■ INSTRUCTIONS TO FOLLOW:
Read the lines below. Copy out any that hold the string "wrist".

### PROVIDED DATA ###

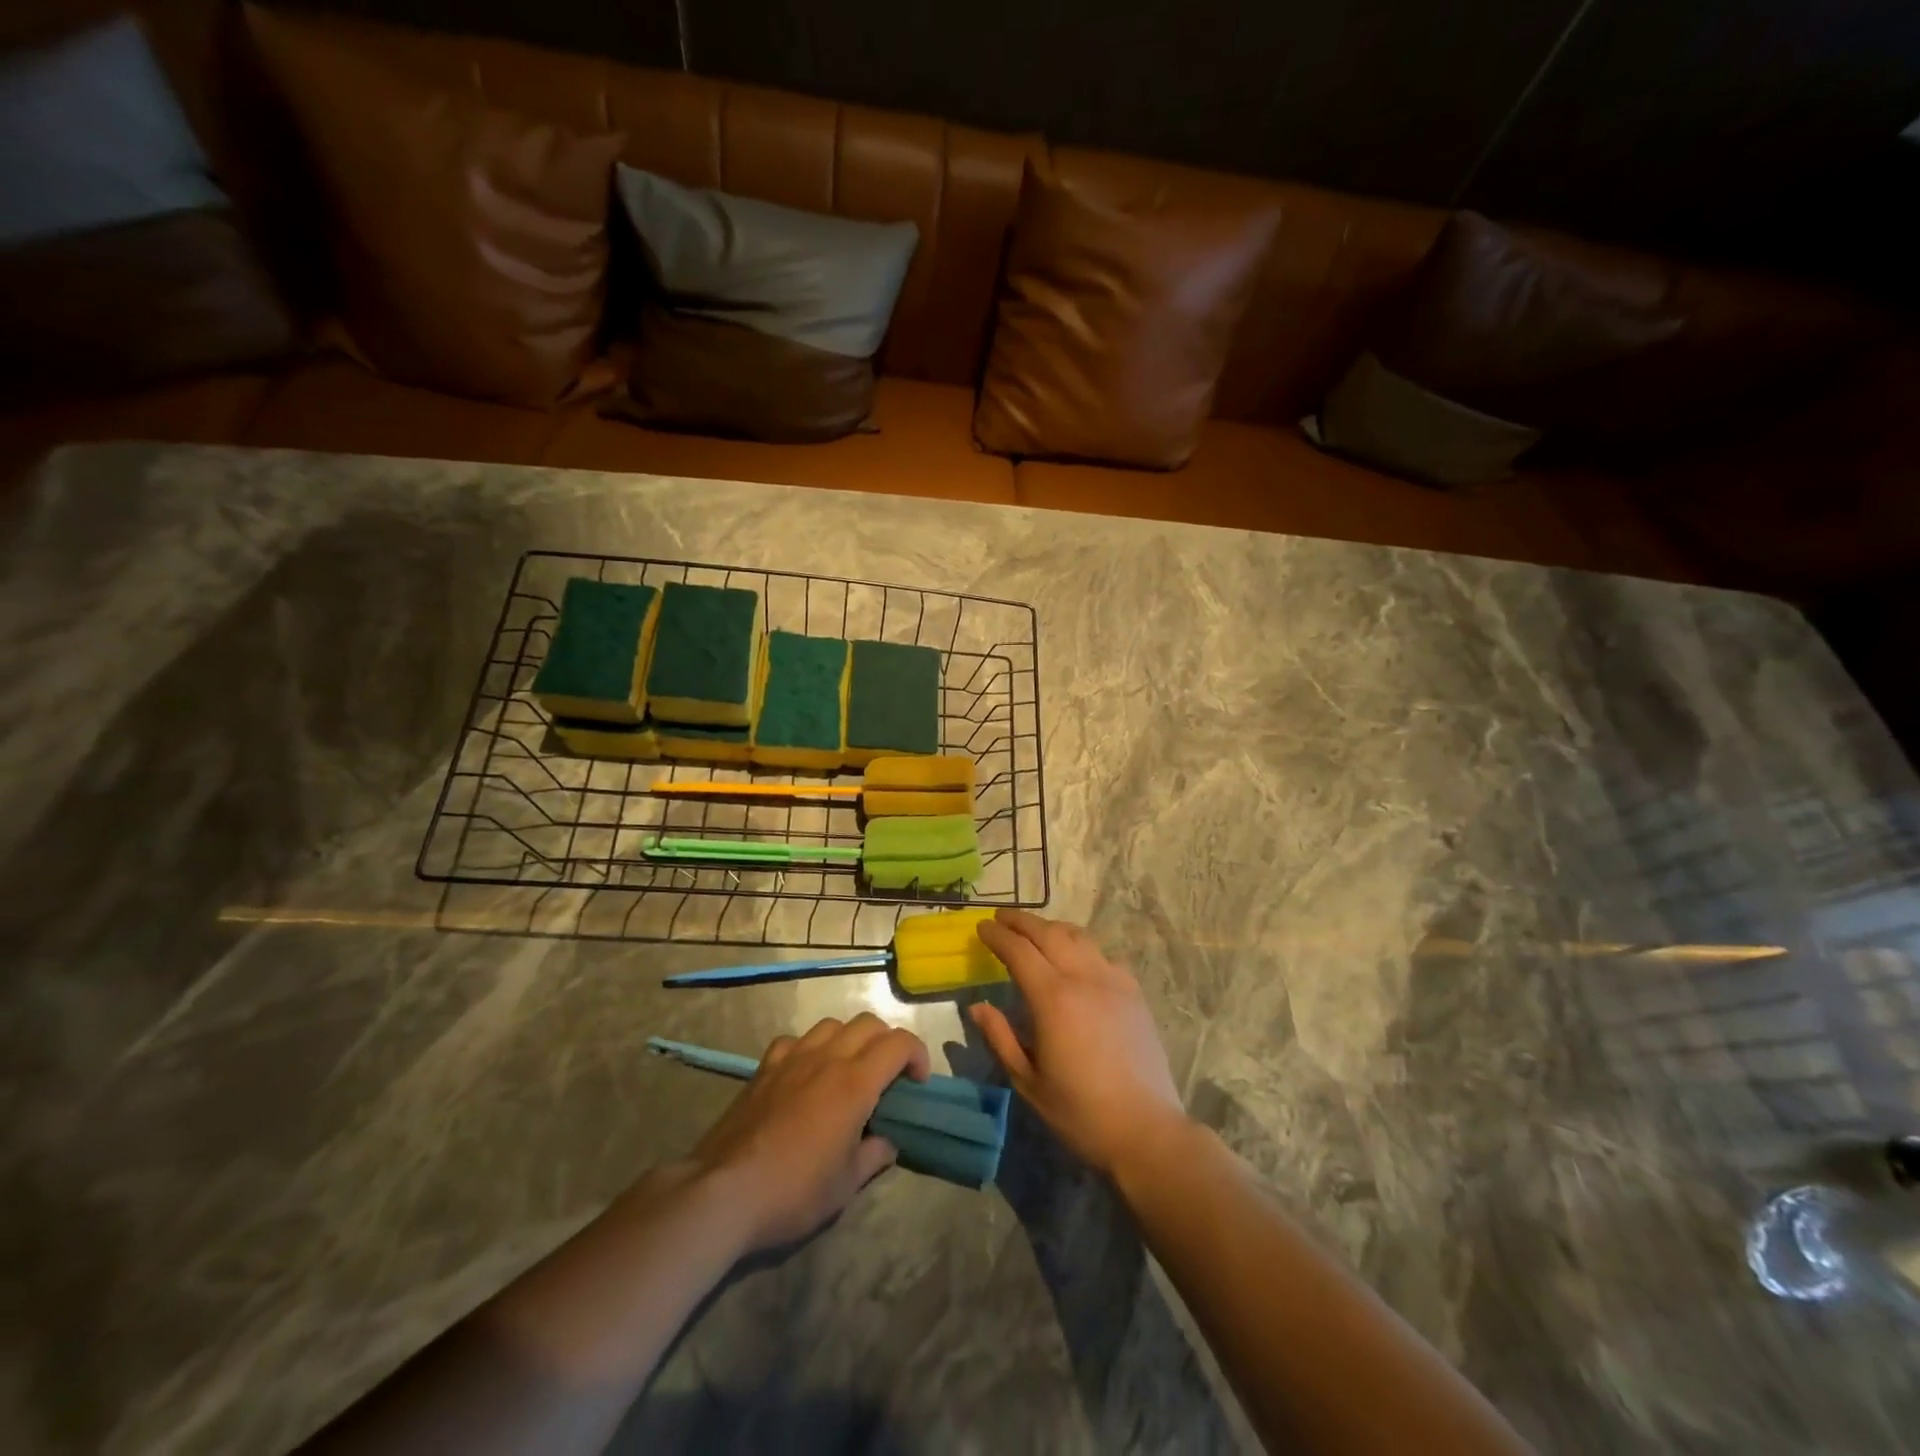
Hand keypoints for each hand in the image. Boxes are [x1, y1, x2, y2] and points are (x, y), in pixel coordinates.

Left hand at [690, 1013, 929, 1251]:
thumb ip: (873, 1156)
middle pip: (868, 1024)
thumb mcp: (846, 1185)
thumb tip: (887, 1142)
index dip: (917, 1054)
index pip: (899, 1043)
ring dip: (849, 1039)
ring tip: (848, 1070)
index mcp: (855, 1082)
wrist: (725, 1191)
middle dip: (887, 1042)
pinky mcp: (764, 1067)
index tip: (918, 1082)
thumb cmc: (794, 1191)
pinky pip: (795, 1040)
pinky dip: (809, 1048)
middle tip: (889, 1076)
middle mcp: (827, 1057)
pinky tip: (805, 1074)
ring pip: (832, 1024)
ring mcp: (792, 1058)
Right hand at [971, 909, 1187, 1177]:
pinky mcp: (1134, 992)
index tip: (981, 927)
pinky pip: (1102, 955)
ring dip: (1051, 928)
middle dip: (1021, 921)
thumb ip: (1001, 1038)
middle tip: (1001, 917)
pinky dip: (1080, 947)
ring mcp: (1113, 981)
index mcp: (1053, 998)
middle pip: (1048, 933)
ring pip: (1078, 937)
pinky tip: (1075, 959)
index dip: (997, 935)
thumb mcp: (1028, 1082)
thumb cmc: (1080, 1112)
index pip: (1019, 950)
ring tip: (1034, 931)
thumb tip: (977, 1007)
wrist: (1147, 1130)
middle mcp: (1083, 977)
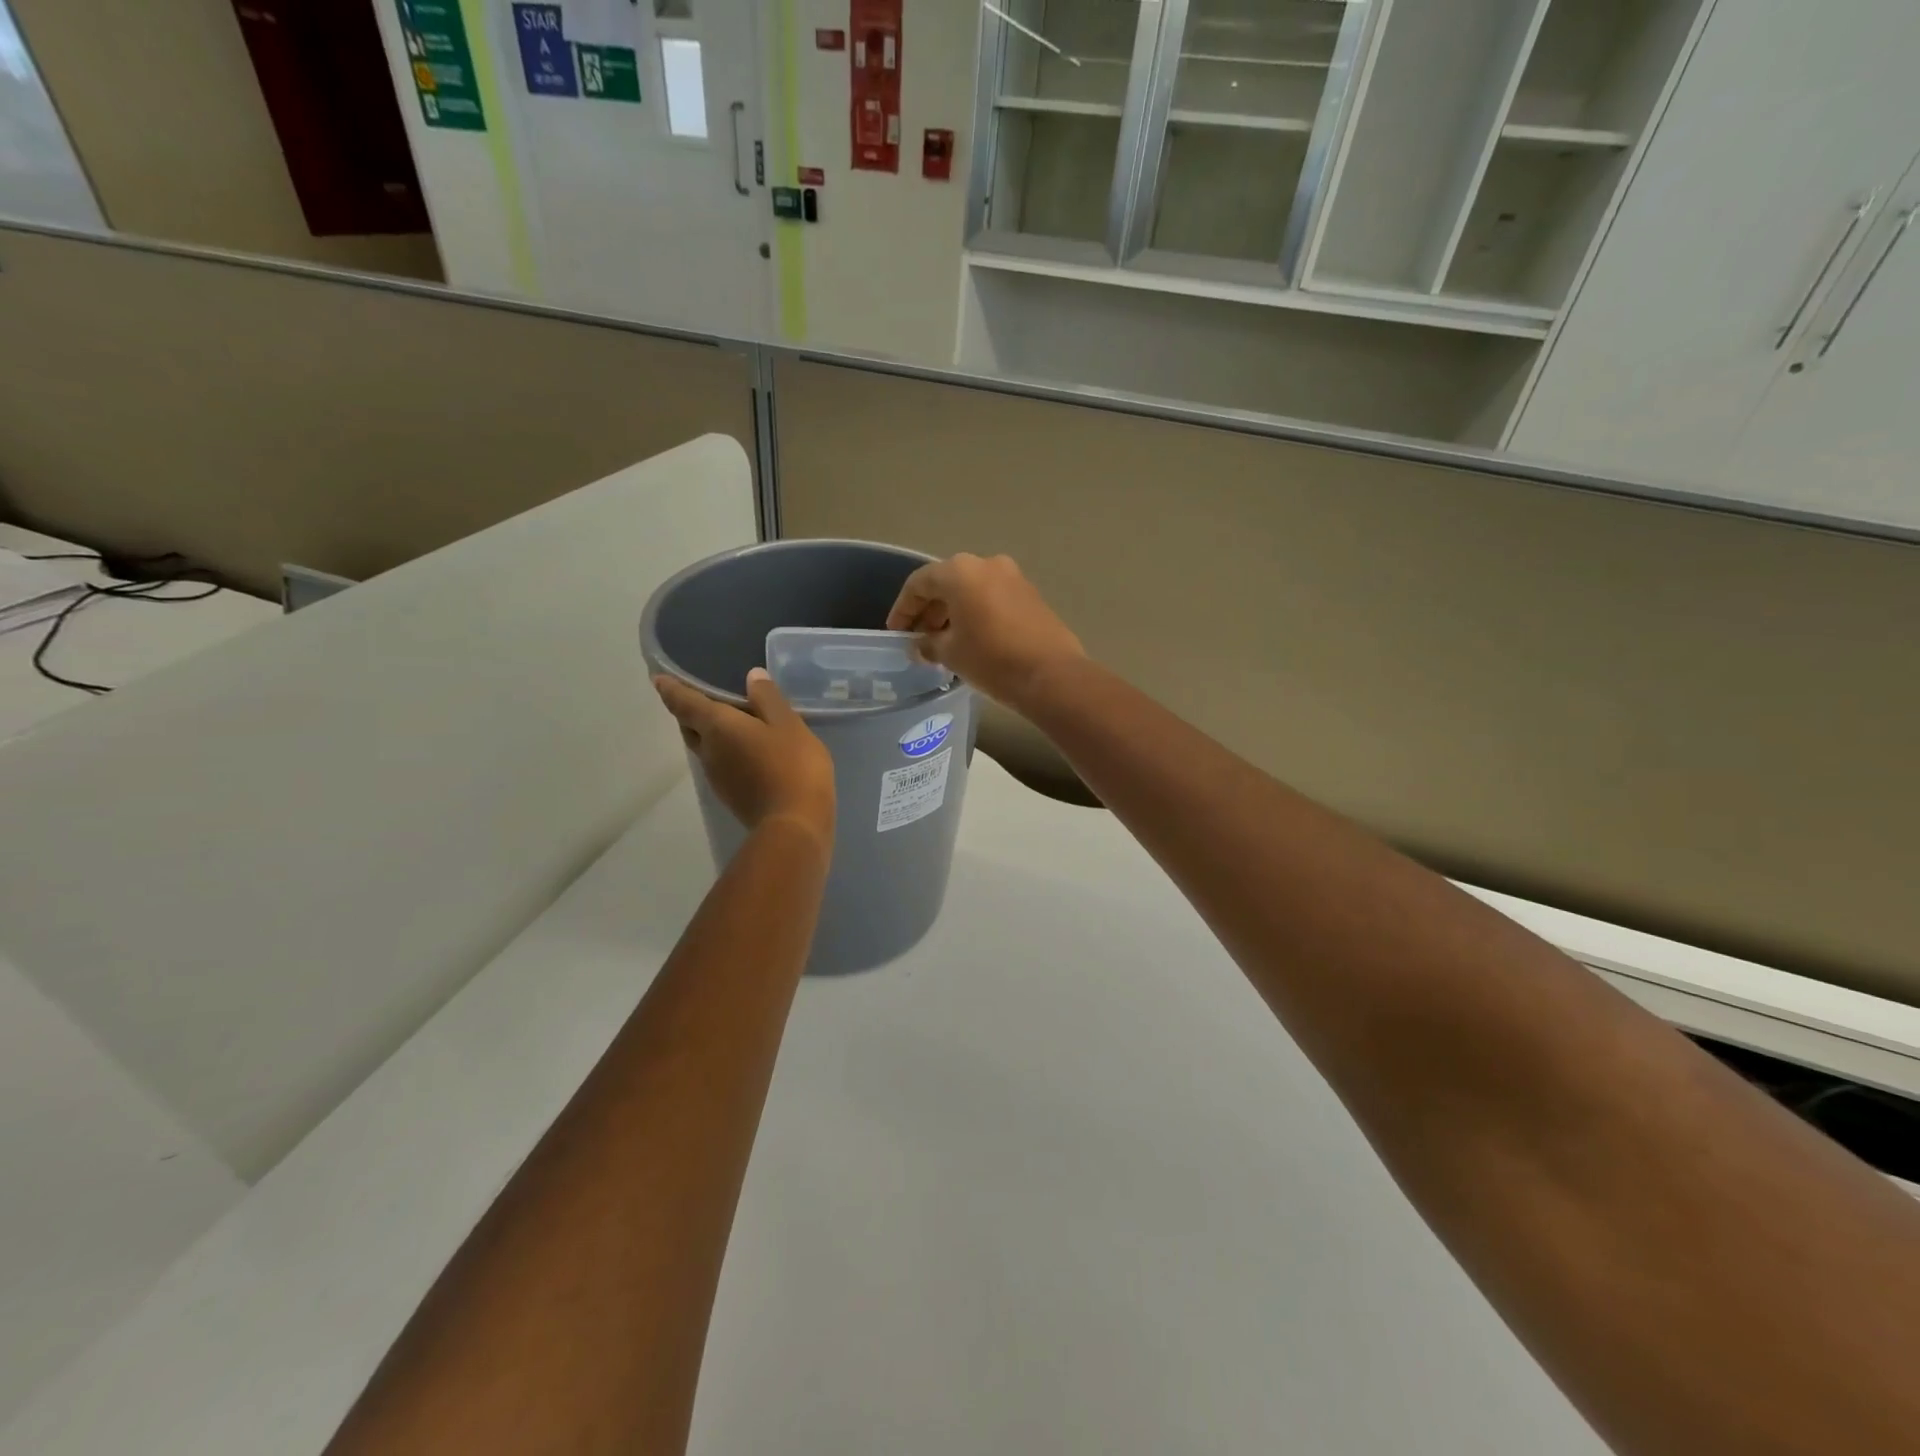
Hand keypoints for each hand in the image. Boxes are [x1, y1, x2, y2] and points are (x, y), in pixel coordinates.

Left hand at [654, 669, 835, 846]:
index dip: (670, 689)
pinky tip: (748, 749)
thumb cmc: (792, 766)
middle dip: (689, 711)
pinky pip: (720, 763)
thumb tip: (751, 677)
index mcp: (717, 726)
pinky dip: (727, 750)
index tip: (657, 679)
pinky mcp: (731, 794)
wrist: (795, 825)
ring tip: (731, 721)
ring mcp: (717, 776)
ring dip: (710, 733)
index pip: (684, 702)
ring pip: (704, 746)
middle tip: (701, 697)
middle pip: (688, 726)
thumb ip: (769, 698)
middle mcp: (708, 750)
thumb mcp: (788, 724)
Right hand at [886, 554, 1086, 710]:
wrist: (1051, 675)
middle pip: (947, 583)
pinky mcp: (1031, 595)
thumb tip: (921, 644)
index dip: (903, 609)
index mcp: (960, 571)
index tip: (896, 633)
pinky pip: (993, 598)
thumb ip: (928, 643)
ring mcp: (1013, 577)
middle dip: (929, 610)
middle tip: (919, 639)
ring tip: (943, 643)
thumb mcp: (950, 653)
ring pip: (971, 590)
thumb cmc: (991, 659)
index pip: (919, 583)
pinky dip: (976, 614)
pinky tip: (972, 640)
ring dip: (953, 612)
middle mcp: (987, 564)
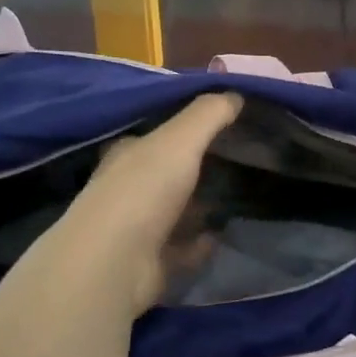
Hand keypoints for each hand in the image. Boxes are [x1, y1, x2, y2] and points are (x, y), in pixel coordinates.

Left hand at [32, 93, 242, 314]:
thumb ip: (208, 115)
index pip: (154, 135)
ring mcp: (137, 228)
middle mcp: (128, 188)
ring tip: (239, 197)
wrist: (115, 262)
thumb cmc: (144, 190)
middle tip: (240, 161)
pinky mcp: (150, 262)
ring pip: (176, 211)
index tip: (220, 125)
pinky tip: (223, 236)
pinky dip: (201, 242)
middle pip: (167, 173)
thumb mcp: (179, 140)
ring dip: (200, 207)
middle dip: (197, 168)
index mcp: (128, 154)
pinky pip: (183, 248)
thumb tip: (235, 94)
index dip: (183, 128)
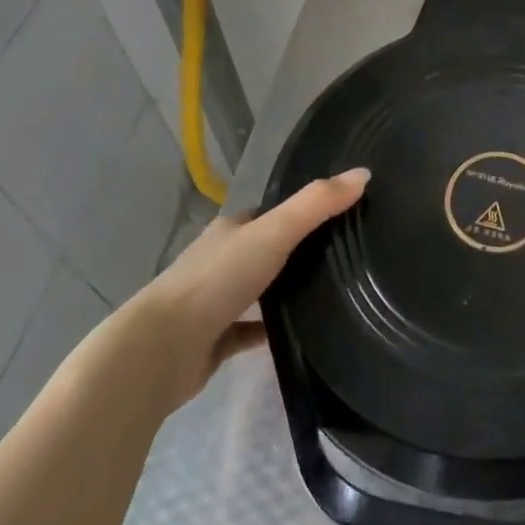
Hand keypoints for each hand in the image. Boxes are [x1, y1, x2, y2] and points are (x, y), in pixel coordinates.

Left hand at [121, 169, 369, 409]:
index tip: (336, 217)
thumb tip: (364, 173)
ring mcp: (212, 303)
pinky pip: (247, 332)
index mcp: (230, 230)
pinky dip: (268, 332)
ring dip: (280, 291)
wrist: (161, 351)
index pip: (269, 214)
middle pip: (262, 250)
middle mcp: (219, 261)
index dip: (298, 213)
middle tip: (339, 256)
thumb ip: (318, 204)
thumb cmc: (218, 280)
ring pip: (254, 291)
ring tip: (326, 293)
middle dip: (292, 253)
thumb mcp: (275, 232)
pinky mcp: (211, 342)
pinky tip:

###

■ RESULT BELOW:
wrist: (725, 1191)
wrist: (1147, 1130)
wrist: (795, 825)
wrist: (1051, 675)
wrist: (115, 262)
wrist: (161, 351)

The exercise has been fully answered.